Sage for self-reply to old fic.
>> No. 3230
Oh god, this whole fic was one big lulzfest. There are so many good lines, but this one's probably my favorite:

Some older guy starts acting all friendly, then he complains about how there aren't any women around, next thing you know you're biting a pillow and trying not to scream while he calls you Margaret.
>> No. 6104
I LOVE dis writer!
>> No. 6112
I laughed the whole way through... God this is amazing.

Does soldier perhaps have deep dark stories of finding out the prostitte that he is having relations with is a Spy? He seems a bit bitter about it all ;D
>> No. 6129
Wow. Not only have a learned over a dozen one-liners I can shout at my friends randomly, but I just read something that is utterly lulzworthy.

Now if you don't mind, I'm going to get an icepack. My ass hit the ground pretty hard when I reached the infamous "Hump my rump" bit...
>> No. 6131
>> No. 6133
I can't tell you how tickled I am to see this bumped to the top.
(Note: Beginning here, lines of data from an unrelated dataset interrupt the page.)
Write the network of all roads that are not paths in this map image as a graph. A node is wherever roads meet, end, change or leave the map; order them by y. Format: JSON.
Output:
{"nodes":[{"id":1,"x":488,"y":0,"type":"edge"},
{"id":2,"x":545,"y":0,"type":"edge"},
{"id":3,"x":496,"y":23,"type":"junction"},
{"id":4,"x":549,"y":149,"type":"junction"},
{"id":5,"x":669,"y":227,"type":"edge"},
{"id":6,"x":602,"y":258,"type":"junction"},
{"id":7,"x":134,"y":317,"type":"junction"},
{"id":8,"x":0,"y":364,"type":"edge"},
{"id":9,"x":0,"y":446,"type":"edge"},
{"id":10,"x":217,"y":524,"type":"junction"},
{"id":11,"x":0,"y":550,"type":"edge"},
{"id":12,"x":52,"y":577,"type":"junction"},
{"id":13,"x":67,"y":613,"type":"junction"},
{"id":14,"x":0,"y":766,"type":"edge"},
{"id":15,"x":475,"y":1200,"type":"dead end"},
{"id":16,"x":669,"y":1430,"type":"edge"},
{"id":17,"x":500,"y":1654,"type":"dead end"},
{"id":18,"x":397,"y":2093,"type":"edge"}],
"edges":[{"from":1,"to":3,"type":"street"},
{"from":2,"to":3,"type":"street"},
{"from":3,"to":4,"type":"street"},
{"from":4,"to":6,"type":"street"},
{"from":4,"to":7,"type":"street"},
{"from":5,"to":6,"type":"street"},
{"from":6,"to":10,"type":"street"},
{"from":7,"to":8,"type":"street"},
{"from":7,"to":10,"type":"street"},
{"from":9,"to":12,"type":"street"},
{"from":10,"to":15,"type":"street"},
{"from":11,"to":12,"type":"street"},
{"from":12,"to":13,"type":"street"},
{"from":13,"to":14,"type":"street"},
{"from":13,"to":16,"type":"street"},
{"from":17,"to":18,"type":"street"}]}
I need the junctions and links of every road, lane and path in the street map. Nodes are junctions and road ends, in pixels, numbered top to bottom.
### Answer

Why yes, as it happens, there IS a deep dark story of finding out that the hooker is after your intel, not your body. Some het here, so steel yourself.
>> No. 6141
How come I have not voiced my love for this thing yet?

Every single one of Soldier's lines needs to be printed on gold leaf and set behind glass at an art gallery or something. I love it that much.
>> No. 6153
this was beyond amazing. I laughed so hard I peed a little. I regret nothing.
I wanna draw for this so bad now...the images are BURNED into mah think-meats!
>> No. 6164
"Some older guy starts acting all friendly, then he complains about how there aren't any women around, next thing you know you're biting a pillow and trying not to scream while he calls you Margaret."
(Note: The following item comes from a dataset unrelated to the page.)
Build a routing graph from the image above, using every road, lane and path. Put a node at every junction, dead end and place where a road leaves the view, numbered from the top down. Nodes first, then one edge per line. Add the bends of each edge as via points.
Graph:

That is where I lost it completely.
>> No. 6177
This is my first comment ever on this board and possibly my only one, and I am doing it solely to say that this was bloody brilliant and I am still wiping my tears.
>> No. 6369
This is hilarious. hi-effing-larious. Oh, and hot.
>> No. 6400
beany-wienersThat is all.
>> No. 6408
Soldier climaxing with a hoo-ah destroyed me. Good show, Terato, good show.
>> No. 6835
I read this story, laughed myself sick, and then had a sobering thought: the sound I make when I orgasm pretty much is "hoo-ah!" though perhaps a bit quieter than Soldier's bellow.
>> No. 6838
This, oddly enough, is exactly what I picture having sex with Soldier would be like. Both of them are just so on! Characterizations. Bravo!
>> No. 6847

Don't forget that he probably has his helmet on the whole time.

I died laughing.
Soldier is a master of the art of seduction.
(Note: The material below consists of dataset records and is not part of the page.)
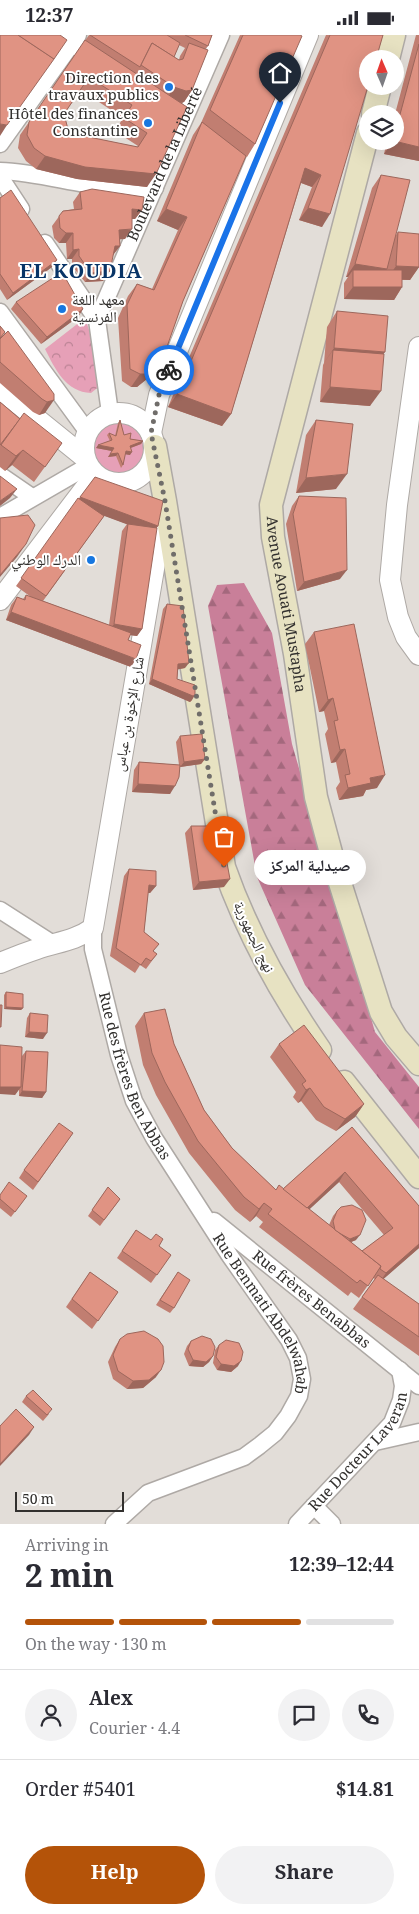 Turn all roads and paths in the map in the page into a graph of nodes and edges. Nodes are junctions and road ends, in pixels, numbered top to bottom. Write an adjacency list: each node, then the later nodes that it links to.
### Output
1 (221, 35): 8 (street, Boulevard de la Liberté)
2 (308, 35): 20 (street)
3 (394, 35): 5 (main road)
4 (69, 38): 6 (street); 9 (street)
5 (390, 50)
6 (113, 70)
7 (170, 107): 8 (street)
8 (186, 117): 13 (street, Boulevard de la Liberté)
9 (0, 143)
10 (364, 150): 32 (main road, Avenue Aouati Mustapha)
11 (0, 171): 13 (street)
12 (0, 177): 15 (street)
13 (155, 188): 15 (street, Boulevard de la Liberté)
14 (0, 312): 19 (street)
15 (97, 320): 18 (street)
16 (419, 347): 27 (street)
17 (0, 389): 21 (street)
18 (110, 413): 19 (street); 20 (street)
19 (87, 431): 21 (street)
20 (153, 439): 21 (street); 24 (main road, نهج الجمهورية)
21 (89, 466): 23 (street); 26 (street)
22 (0, 475): 23 (street)
23 (32, 497): 25 (street)
24 (165, 501): 29 (street, شارع الإخوة بن عباس); 33 (main road, نهج الجمهورية)
25 (0, 517)
26 (0, 599)
27 (419, 655)
28 (0, 910): 30 (street)
29 (93, 928): 30 (street); 34 (street, Rue des frères Ben Abbas)
30 (53, 944): 31 (street)
31 (0, 963)
32 (419, 1064)
33 (419, 1177)
34 (204, 1213): 35 (street, Rue frères Benabbas); 40 (street, Rue Benmati Abdelwahab)
35 (400, 1370): 36 (street, Rue frères Benabbas); 38 (street, Rue Docteur Laveran)
36 (419, 1386)
37 (419, 1432): 38 (street)
38 (375, 1442): 39 (street, Rue Docteur Laveran)
39 (314, 1506): 41 (street, Rue Docteur Laveran); 42 (street)
40 (114, 1524)
41 (297, 1524)
42 (332, 1524)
He yells at you until you like it.
>> No. 6864
why the fuck it took me so long to find this, I don't know, but I am thinking HELL TO THE YEAH. I am agreeing with everyone about how brilliant Soldier is, but I'm going to have to give props to Scout too. He was absolutely adorable and terrified and everything a virgin should be in the face of a willing Soldier.